What is your thesis topic?
My thesis project focuses on dislocation loops created by ion irradiation in BCC Fe-Cr model alloys. The main characterization techniques to study these dislocation loops include state-of-the-art electron backscatter diffraction (EBSD), focused ion beam (FIB) sample preparation, energy dispersive x-ray spectroscopy (EDXS), atom probe tomography (APT), and transmission electron microscopy (TEM).

How is materials processing involved in your research?
To simulate the irradiation effects on the resulting microstructures and bulk properties of various structural materials used in a reactor, we varied the temperature and ion fluence during heavy ion beam. We took full advantage of the newly commissioned TEM Spectra 300 in the IAMM Core Microscopy Facility to study ion irradiated pure Fe, Fe-3Cr, Fe-5Cr, and Fe-8Cr alloys (wt% Cr).
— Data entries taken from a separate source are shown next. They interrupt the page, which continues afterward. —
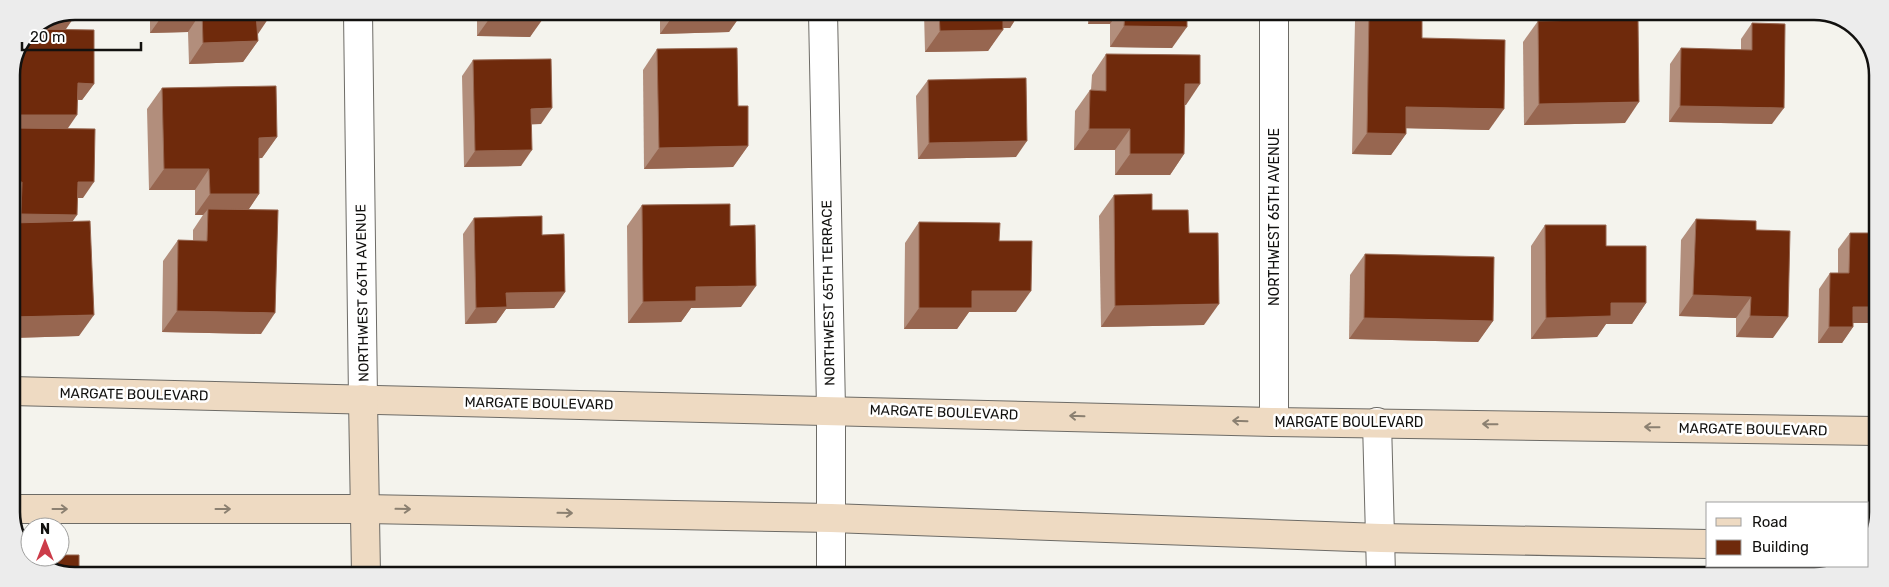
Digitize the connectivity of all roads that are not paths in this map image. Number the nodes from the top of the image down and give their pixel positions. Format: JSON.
{"nodes":[{"id":1,"x":358,"y":20,"type":"edge"},
{"id":2,"x":823,"y":20,"type":"edge"},
{"id":3,"x":1274,"y":20,"type":"edge"},
{"id":4,"x":20,"y":391,"type":"edge"},
{"id":5,"x":363,"y":398,"type":"junction"},
{"id":6,"x":831,"y":409,"type":"junction"},
{"id":7,"x":1274,"y":422,"type":"junction"},
{"id":8,"x":1378,"y":422,"type":"junction"},
{"id":9,"x":1869,"y":431,"type":"edge"},
{"id":10,"x":20,"y":509,"type":"edge"},
{"id":11,"x":365,"y":509,"type":"junction"},
{"id":12,"x":831,"y":518,"type":"junction"},
{"id":13,"x":1381,"y":538,"type":"junction"},
{"id":14,"x":1706,"y":544,"type":"edge"},
{"id":15,"x":366,"y":567,"type":"edge"},
{"id":16,"x":831,"y":567,"type":"edge"},
{"id":17,"x":1381,"y":567,"type":"edge"}],
"edges":[{"from":1,"to":5,"type":"street","name":"NORTHWEST 66TH AVENUE"},
{"from":2,"to":6,"type":"street","name":"NORTHWEST 65TH TERRACE"},
{"from":3,"to":7,"type":"street","name":"NORTHWEST 65TH AVENUE"},
{"from":4,"to":5,"type":"street","name":"MARGATE BOULEVARD"},
{"from":5,"to":6,"type":"street","name":"MARGATE BOULEVARD"},
{"from":5,"to":11,"type":"street","name":"NORTHWEST 66TH AVENUE"},
{"from":7,"to":6,"type":"street","name":"MARGATE BOULEVARD","one_way":true},
{"from":6,"to":12,"type":"street","name":"NORTHWEST 65TH TERRACE"},
{"from":7,"to":8,"type":"street","name":"MARGATE BOULEVARD"},
{"from":9,"to":8,"type":"street","name":"MARGATE BOULEVARD","one_way":true},
{"from":8,"to":13,"type":"street"},
{"from":10,"to":11,"type":"street","one_way":true},
{"from":11,"to":12,"type":"street","one_way":true},
{"from":11,"to":15,"type":"street","name":"NORTHWEST 66TH AVENUE"},
{"from":12,"to":13,"type":"street"},
{"from":12,"to":16,"type":"street","name":"NORTHWEST 65TH TERRACE"},
{"from":13,"to":14,"type":"street"},
{"from":13,"to":17,"type":"street"}]}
The effects of damage rate, damage level, temperature, and Cr concentration on dislocation loop formation were investigated.
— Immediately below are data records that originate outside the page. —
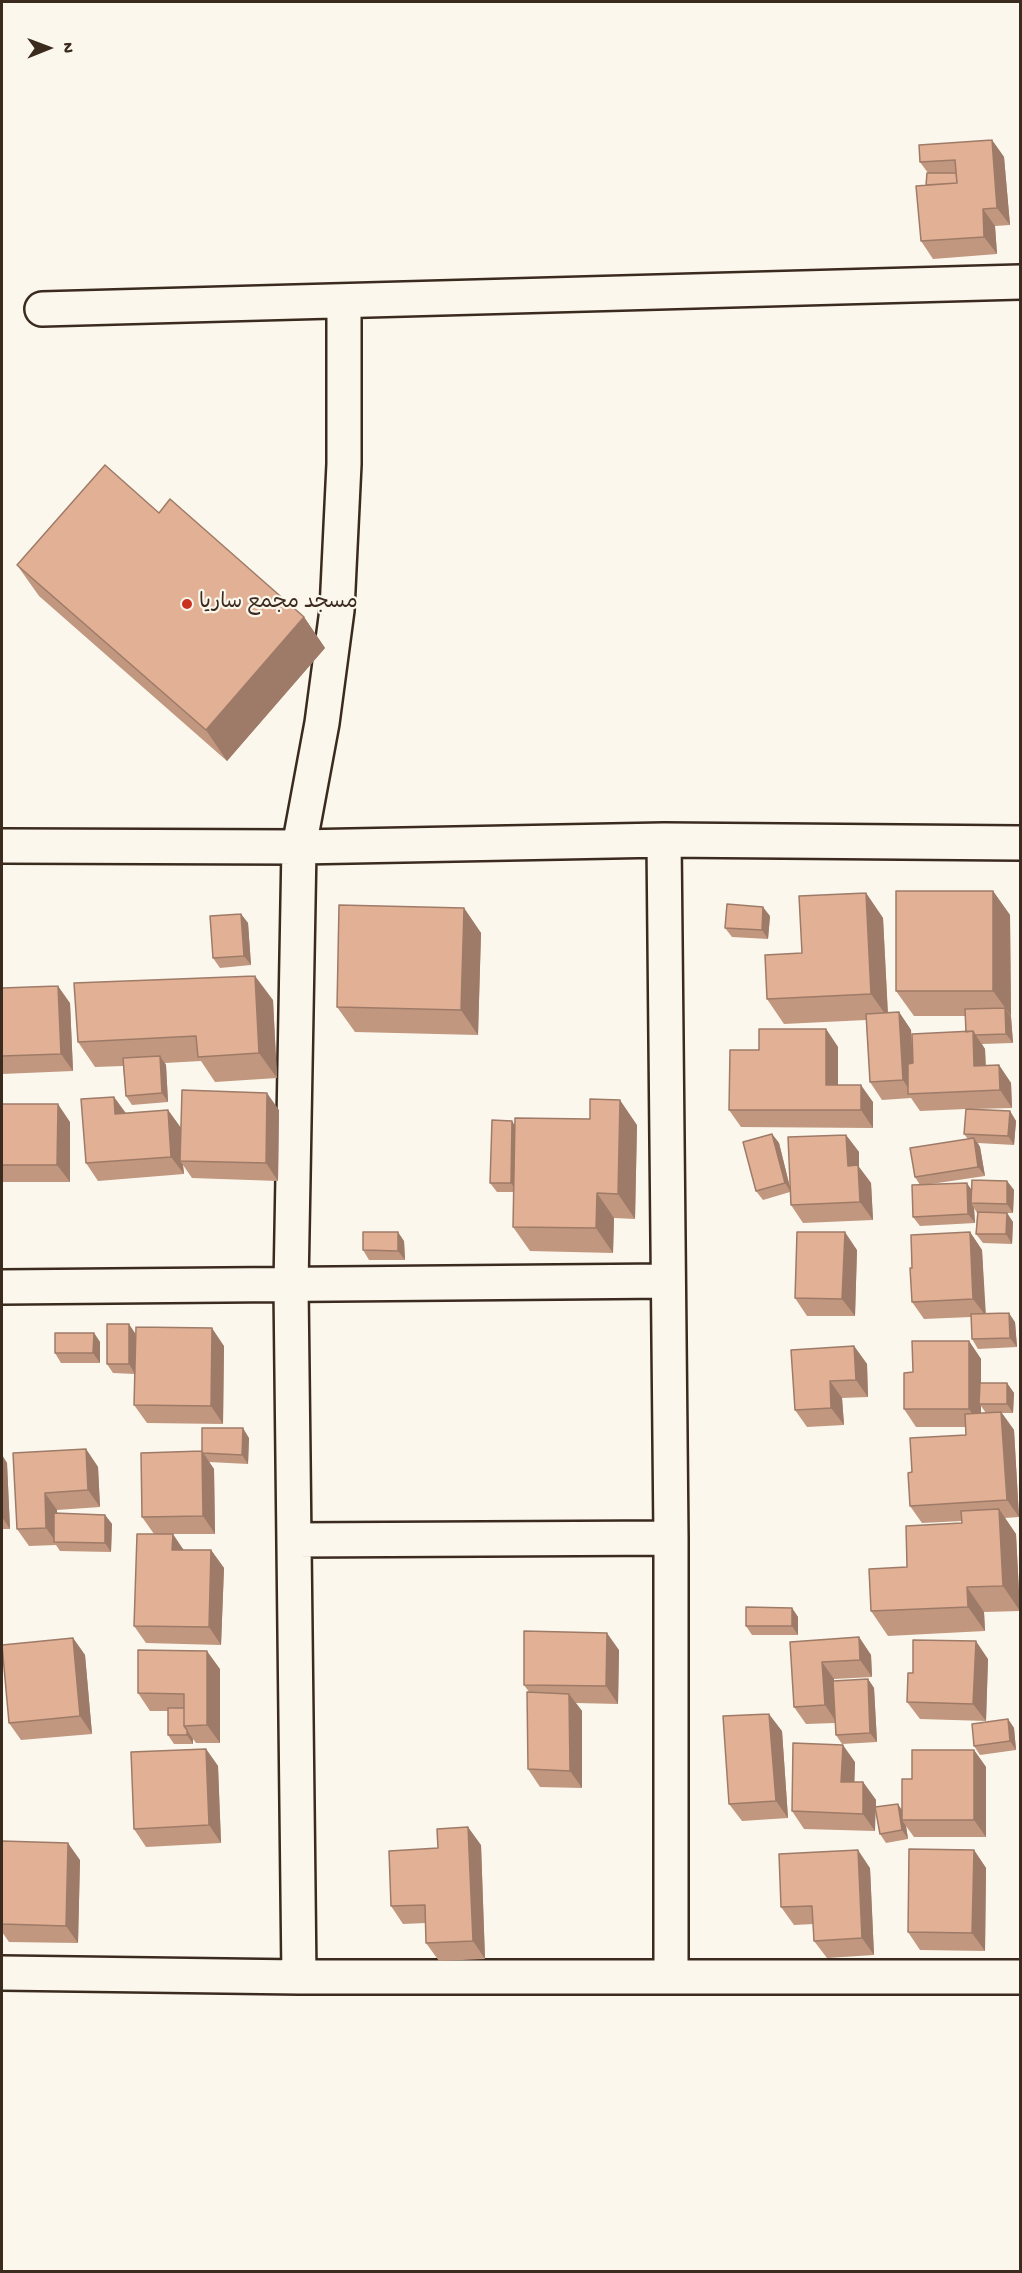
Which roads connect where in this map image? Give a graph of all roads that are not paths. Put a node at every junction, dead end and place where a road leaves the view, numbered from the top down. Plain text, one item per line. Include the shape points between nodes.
1 (1020, 282) edge
2 (344, 301) junction
3 (42, 309) dead end
4 (664, 840) junction
5 (1020, 843) edge
6 (2, 846) edge
7 (299, 847) junction
8 (668, 1281) junction
9 (291, 1286) junction
10 (2, 1287) edge
11 (671, 1538) junction
12 (295, 1540) junction
13 (2, 1973) edge
14 (300, 1977) junction
15 (671, 1977) junction
16 (1020, 1977) edge

1 - 2 street
2 - 3 street
2 - 7 street via 344,464 337,610
4 - 5 street
4 - 7 street
4 - 8 street
6 - 7 street
7 - 9 street
8 - 9 street
8 - 11 street
9 - 10 street
9 - 12 street
11 - 12 street
11 - 15 street
12 - 14 street
13 - 14 street
14 - 15 street
15 - 16 street

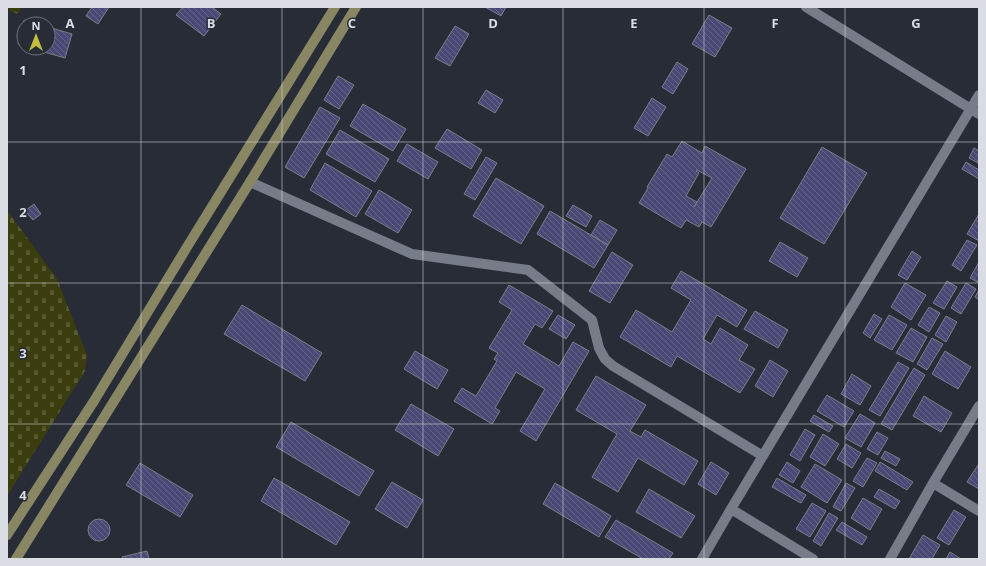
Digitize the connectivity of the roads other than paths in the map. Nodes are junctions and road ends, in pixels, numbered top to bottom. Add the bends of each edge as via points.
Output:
1 (335, 7) edge
2 (356, 7) edge
3 (806, 7) edge
4 (979, 96) edge
5 (975, 112) edge
6 (250, 182) junction
7 (979, 406) edge
8 (763, 456) junction
9 (933, 483) junction
10 (731, 509) junction
11 (979, 511) edge
12 (7, 535) edge
13 (16, 559) edge
14 (702, 559) edge
15 (812, 559) edge
16 (890, 559) edge

1 - 12 main road via 94,401
2 - 6 main road
3 - 5 street
4 - 5 street
5 - 8 street
6 - 8 street via 412,254 528,270 592,320 599,348 605,359 613,366
6 - 13 main road
7 - 9 street
8 - 10 street
9 - 11 street
9 - 16 street
10 - 14 street
10 - 15 street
Provide an example of where the material, process, or properties you are studying might find an application.
Ferritic-martensitic (FM) steels are extensively deployed in engineering systems, such as large-scale fossil and nuclear energy systems. However, FM steels face challenges including undesirably high irradiation-induced hardening and embrittlement at low to intermediate temperatures. These issues arise due to the abundant formation of dislocation loops and Cr-rich α’ precipitates. Although numerous experiments have been conducted on FM alloys over the past decades, the interpretation and quantification of these previous results were limited by the resolution of earlier scientific instruments. By applying multiple techniques, the dislocation loop formation mechanism(s) were tested. The damage level and damage rate effect on dislocation loop formation were explored, and a more comprehensive understanding of the physics revealed that these effects are imperative for designing next generation Fe-Cr based advanced alloys for extreme engineering environments. These results in turn will be used to improve the ion beam processing conditions on similar alloys in future.